Artificial Intelligence 25 min read

PP-LCNet: A Lightweight CPU-Optimized Convolutional Neural Network

PP-LCNet is a lightweight convolutional neural network designed for Intel CPUs that leverages MKLDNN acceleration, H‑Swish activation, selective SE modules, larger kernels, and expanded fully‑connected layers to achieve higher accuracy without increasing inference latency across image classification, detection, and segmentation tasks.

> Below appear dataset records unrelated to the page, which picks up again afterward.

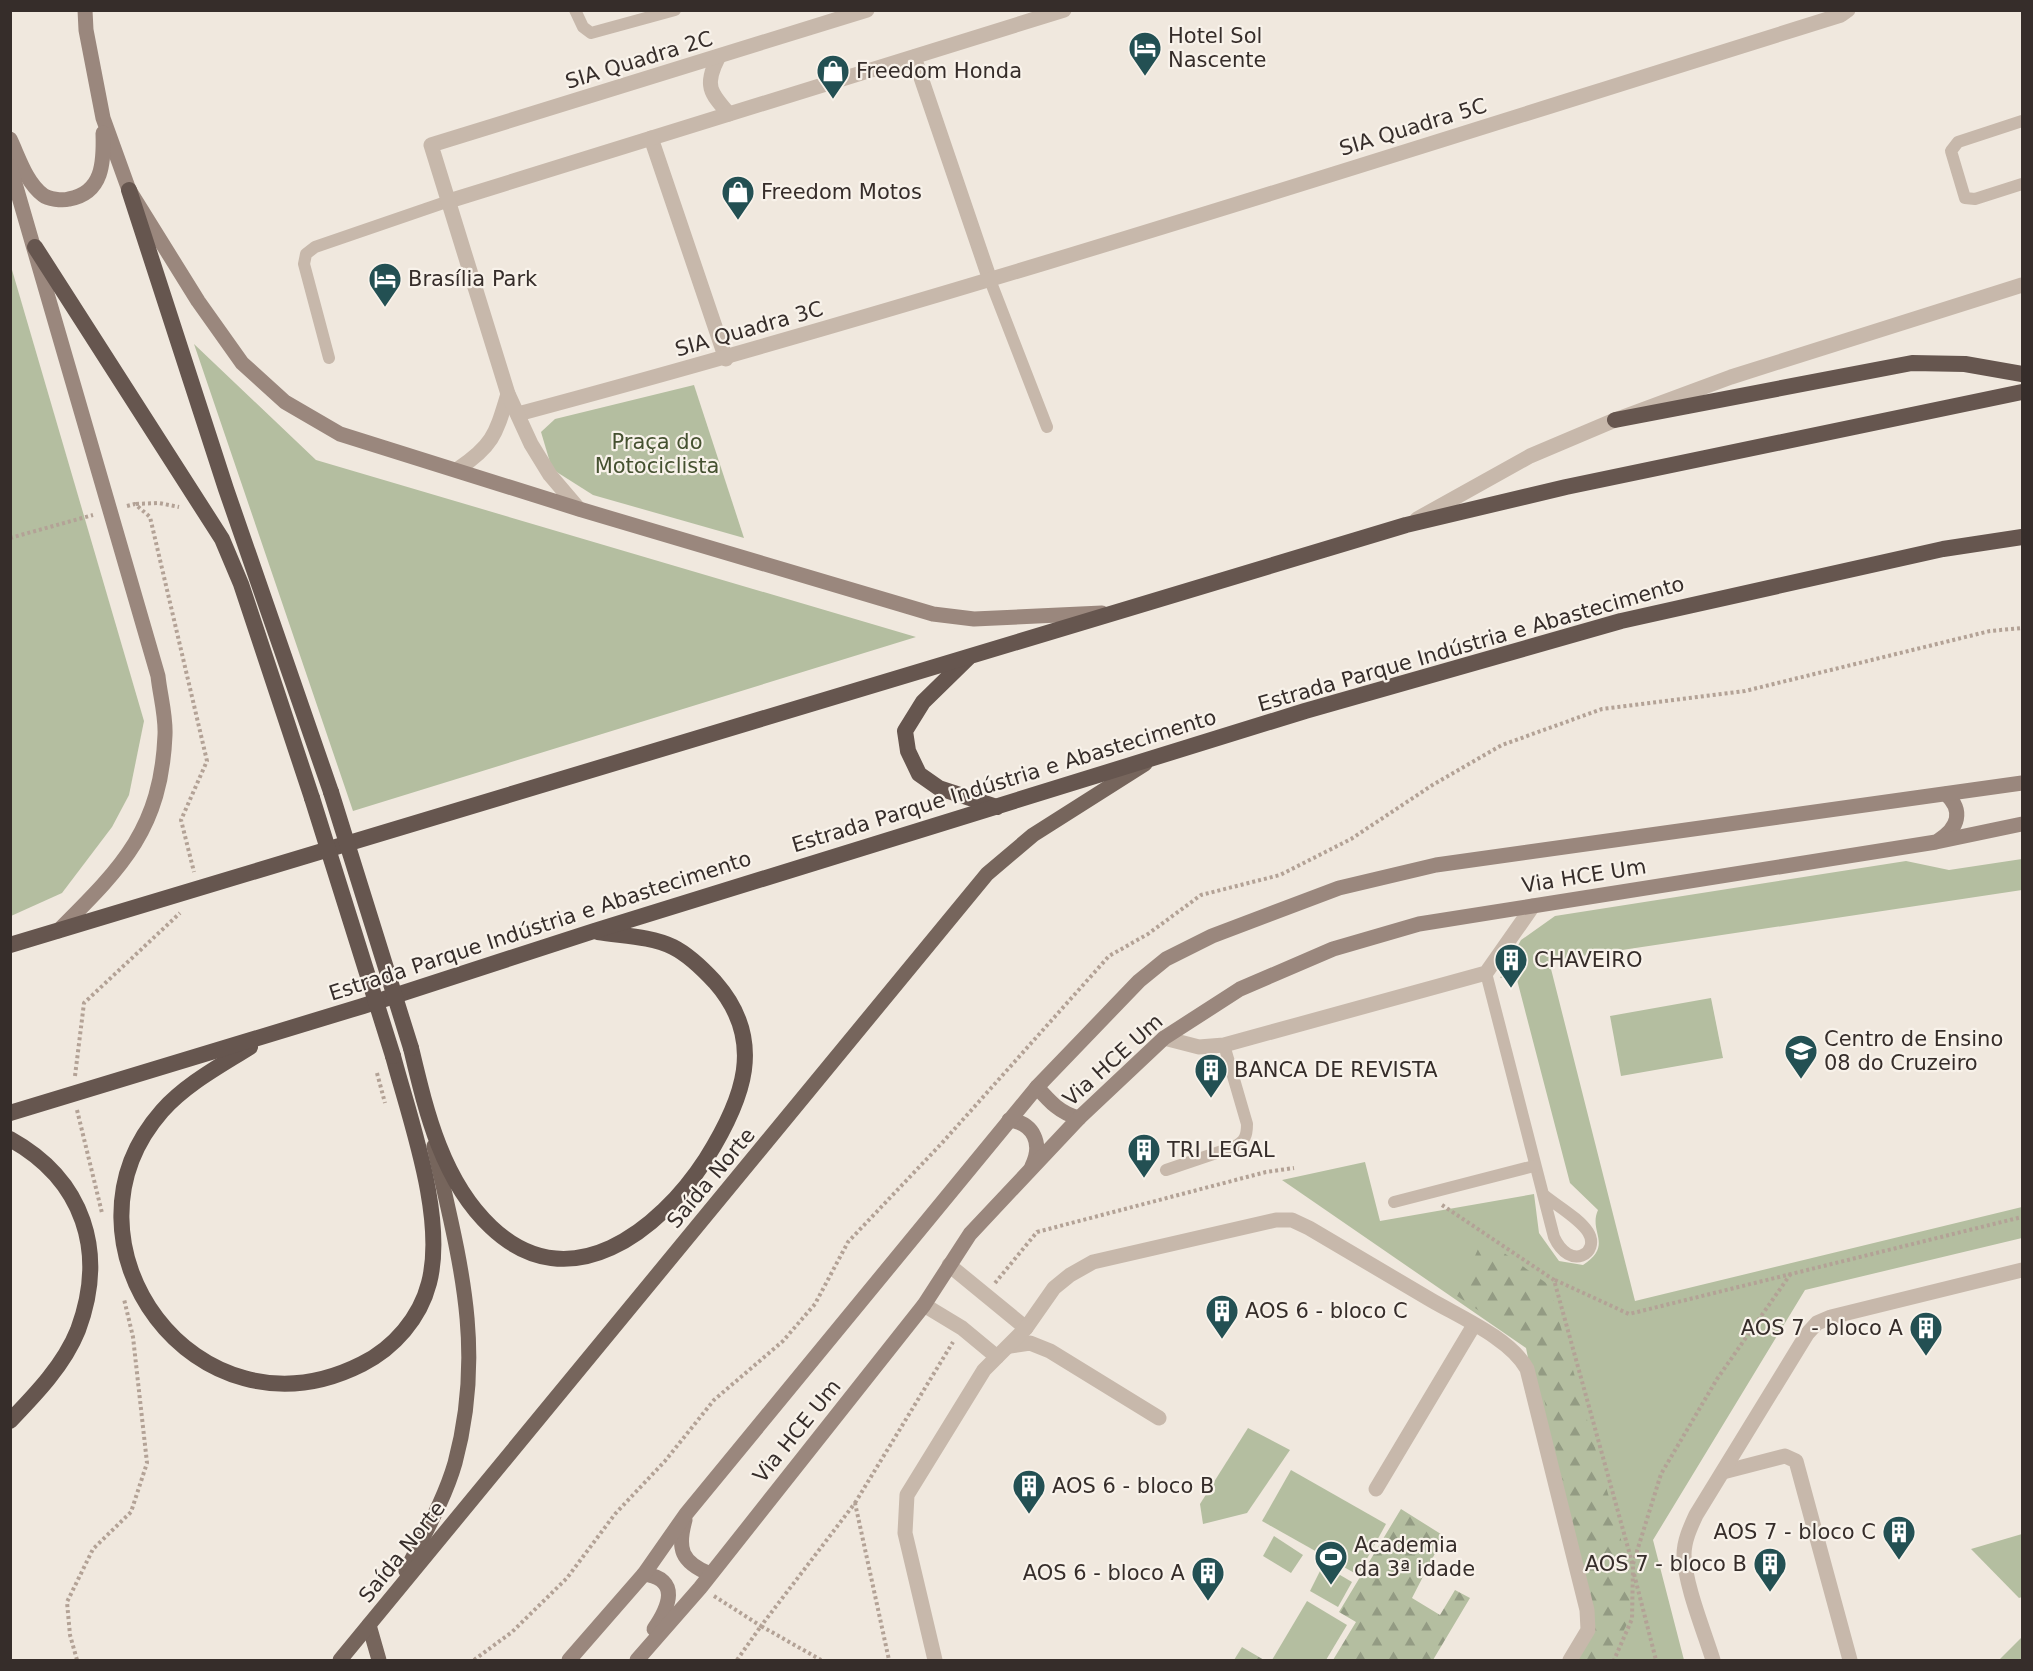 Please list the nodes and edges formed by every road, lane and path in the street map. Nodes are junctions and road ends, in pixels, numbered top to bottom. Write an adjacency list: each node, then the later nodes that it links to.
1 (85, 10): 10 (main road)
2 (575, 10): 5 (lane)
3 (1064, 10): 7 (street)
4 (1848, 10): 19 (street, SIA Quadra 5C)
5 (669, 11)
6 (861, 11): 8 (street, SIA Quadra 2C)
7 (914, 57): 9 (street); 19 (street)
8 (718, 58): 9 (street); 17 (street, SIA Quadra 2C)
9 (729, 114): 12 (street)
10 (103, 118): 13 (main road); 16 (main road)
11 (2022, 121): 15 (lane)
12 (651, 138): 17 (street); 22 (street)
13 (10, 139)
14 (10, 166): 18 (main road)
15 (2022, 184)
16 (129, 190): 29 (main road); 58 (highway, bridge)
17 (449, 201): 21 (lane); 25 (street)
18 (35, 247): 47 (main road); 51 (highway, bridge)
19 (990, 280): 22 (street, SIA Quadra 3C); 28 (lane)
20 (2022, 285): 27 (street)
21 (329, 358)
22 (726, 359): 26 (street, SIA Quadra 3C)
23 (2022, 374): 27 (highway)
24 (2022, 392): 33 (highway)
25 (508, 394): 26 (street); 29 (street)
26 (518, 414): 32 (street)
27 (1615, 420): 33 (street)
28 (1047, 427)
29 (458, 469): 32 (main road)
30 (135, 504): 31 (path)
31 (181, 508)
32 (579, 508): 37 (main road)
33 (1406, 525): 37 (highway)
34 (2022, 537): 36 (highway, Estrada Parque Indústria e Abastecimento)
35 (2022, 547): 36 (highway)
36 (1943, 549): 39 (highway, Estrada Parque Indústria e Abastecimento)
37 (1117, 612): 38 (highway)
38 (971, 655): 42 (highway); 47 (highway)
39 (1150, 760): 42 (highway, Estrada Parque Indústria e Abastecimento); 88 (main road, Saída Norte)
40 (2022, 783): 41 (main road)
41 (1946, 794): 44 (main road); 54 (main road)
42 (997, 807): 48 (highway, Estrada Parque Indústria e Abastecimento)
43 (2022, 824): 44 (main road, Via HCE Um)
44 (1936, 842): 45 (main road, Via HCE Um)
45 (1533, 906): 50 (street); 52 (main road, Via HCE Um)
46 (182, 911): 55 (path)
47 (57, 931): 49 (highway)
48 (594, 931): 51 (highway, Estrada Parque Indústria e Abastecimento); 58 (highway)
49 (10, 945)
50 (1486, 973): 53 (street); 61 (lane)
51 (265, 1036): 55 (highway, Estrada Parque Indústria e Abastecimento)
52 (1164, 1038): 53 (street); 57 (main road, Via HCE Um)
53 (1224, 1045): 62 (lane)
54 (1037, 1087): 57 (main road); 59 (main road)
55 (72, 1093): 56 (highway, Estrada Parque Indústria e Abastecimento); 68 (path)
56 (10, 1113)
57 (1079, 1118): 63 (main road, Via HCE Um)
58 (428, 1120): 88 (main road)
59 (1009, 1120): 63 (main road); 83 (main road)
60 (10, 1139): 80 (highway)
61 (1534, 1166): 64 (lane); 65 (lane)
62 (1166, 1170)
63 (1027, 1176): 69 (main road, Via HCE Um)
64 (1424, 1194): 66 (lane); 72 (path)
65 (1544, 1195): 65 (lane)
66 (1394, 1202)
67 (2022, 1217): 71 (path)
68 (104, 1221)
69 (949, 1265): 74 (main road, Via HCE Um); 76 (street)
70 (2022, 1270): 81 (street)
71 (1792, 1271): 72 (path); 84 (path)
72 (1554, 1280): 84 (path)
73 (122, 1291): 91 (path)
74 (924, 1305): 78 (street); 86 (main road, Via HCE Um)
75 (1474, 1325): 76 (street); 82 (street); 101 (street)
76 (1026, 1328): 77 (street)
77 (1010, 1346): 78 (street); 79 (street)
78 (997, 1357): 100 (street)
79 (1159, 1418)
80 (10, 1421)
81 (1723, 1472): 104 (street); 105 (street)
82 (1376, 1489)
83 (686, 1514): 85 (main road); 86 (main road)
84 (1632, 1566): 102 (path); 103 (path)
85 (644, 1574): 94 (main road); 95 (main road)
86 (710, 1574): 87 (main road, Via HCE Um)
87 (700, 1588): 90 (path); 96 (main road, Via HCE Um)
88 (394, 1595): 89 (main road, Saída Norte)
89 (369, 1625): 92 (main road, Saída Norte); 93 (main road)
90 (761, 1626): 97 (path); 98 (path); 99 (path)
91 (77, 1660)
92 (340, 1660)
93 (379, 1660)
94 (569, 1660)
95 (631, 1660)
96 (637, 1660)
97 (737, 1660)
98 (821, 1660)
99 (889, 1660)
100 (935, 1660)
101 (1570, 1660)
102 (1614, 1660)
103 (1656, 1660)
104 (1713, 1660)
105 (1850, 1660)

Rare Earth Juejin Tech Community

Apr 22, 2024

PP-LCNet: A Lightweight CPU-Optimized Convolutional Neural Network

PP-LCNet: A Lightweight CPU Convolutional Neural Network

This article introduces PP-LCNet, a lightweight CNN built on MKLDNN acceleration strategies, aiming to improve the performance of lightweight models on various tasks while keeping inference latency minimal.

Abstract

The paper proposes PP-LCNet, a lightweight network accelerated by MKLDNN, which improves accuracy without adding latency. Experiments on ImageNet and downstream tasks (object detection, semantic segmentation) show superior performance compared to prior architectures, with code and pretrained models available on PaddleClas.

1. Introduction

Convolutional neural networks (CNNs) dominate computer‑vision tasks such as image classification, detection, and segmentation. As model capacity grows, fast inference on ARM‑based mobile devices and x86 CPUs becomes challenging. Existing mobile‑friendly models do not run optimally on Intel CPUs with MKLDNN. This work revisits the design of lightweight models for Intel CPUs, focusing on three questions: (1) how to enhance feature representation while keeping latency low, (2) which factors boost accuracy on CPUs, and (3) how to combine design strategies effectively.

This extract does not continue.